Exercise directions —
Could you filter the records below and keep only the lines with the word "junction"?

[Saved data entries]
☆ ☆ ☆ ☆

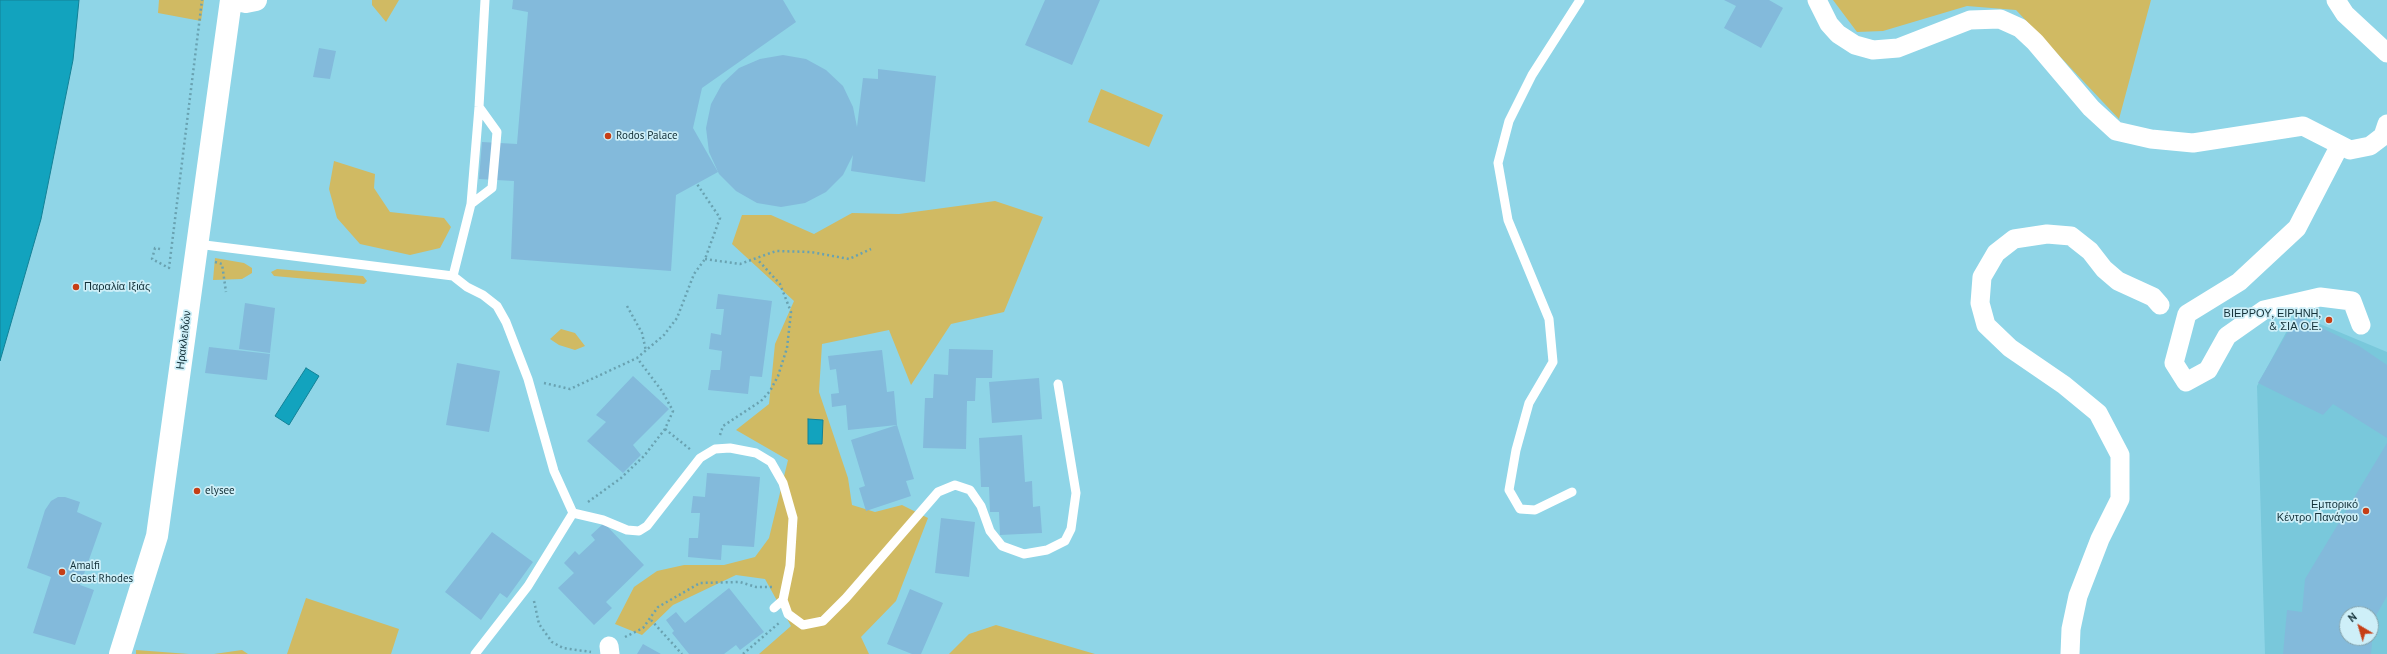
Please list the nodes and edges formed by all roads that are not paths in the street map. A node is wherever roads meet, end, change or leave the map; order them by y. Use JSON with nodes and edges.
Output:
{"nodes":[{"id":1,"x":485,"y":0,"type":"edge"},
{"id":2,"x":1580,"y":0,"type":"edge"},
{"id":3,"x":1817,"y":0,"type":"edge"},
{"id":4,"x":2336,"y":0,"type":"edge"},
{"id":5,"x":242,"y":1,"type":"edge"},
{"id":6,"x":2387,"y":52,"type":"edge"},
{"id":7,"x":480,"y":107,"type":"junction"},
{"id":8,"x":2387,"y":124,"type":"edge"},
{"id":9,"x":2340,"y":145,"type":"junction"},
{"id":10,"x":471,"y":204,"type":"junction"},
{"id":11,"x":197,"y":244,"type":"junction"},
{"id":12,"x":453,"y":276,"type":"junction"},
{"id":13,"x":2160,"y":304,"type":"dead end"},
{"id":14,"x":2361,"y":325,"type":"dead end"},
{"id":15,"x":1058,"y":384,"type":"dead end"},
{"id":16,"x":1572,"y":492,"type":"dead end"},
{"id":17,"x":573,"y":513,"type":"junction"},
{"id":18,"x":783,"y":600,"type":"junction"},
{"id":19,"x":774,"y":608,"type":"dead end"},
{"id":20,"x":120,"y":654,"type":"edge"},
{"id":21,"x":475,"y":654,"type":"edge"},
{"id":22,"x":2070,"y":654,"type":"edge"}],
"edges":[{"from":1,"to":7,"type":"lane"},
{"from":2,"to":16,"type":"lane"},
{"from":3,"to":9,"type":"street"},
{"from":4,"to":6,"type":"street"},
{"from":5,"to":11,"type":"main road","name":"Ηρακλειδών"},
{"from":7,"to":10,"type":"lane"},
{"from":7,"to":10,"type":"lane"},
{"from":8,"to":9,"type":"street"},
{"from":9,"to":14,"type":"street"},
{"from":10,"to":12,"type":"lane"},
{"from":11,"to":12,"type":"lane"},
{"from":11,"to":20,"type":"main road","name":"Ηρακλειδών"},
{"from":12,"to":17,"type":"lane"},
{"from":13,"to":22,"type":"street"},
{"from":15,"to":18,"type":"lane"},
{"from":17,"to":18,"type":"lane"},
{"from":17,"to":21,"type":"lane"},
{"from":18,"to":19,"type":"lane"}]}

☆ ☆ ☆ ☆

Solved problem —
{"id":7,"x":480,"y":107,"type":"junction"},
{"id":9,"x":2340,"y":145,"type":"junction"},
{"id":10,"x":471,"y":204,"type":"junction"},
{"id":11,"x":197,"y":244,"type":"junction"},
{"id":12,"x":453,"y":276,"type":"junction"},
{"id":17,"x":573,"y":513,"type":"junction"},
{"id":18,"x":783,"y":600,"type":"junction"},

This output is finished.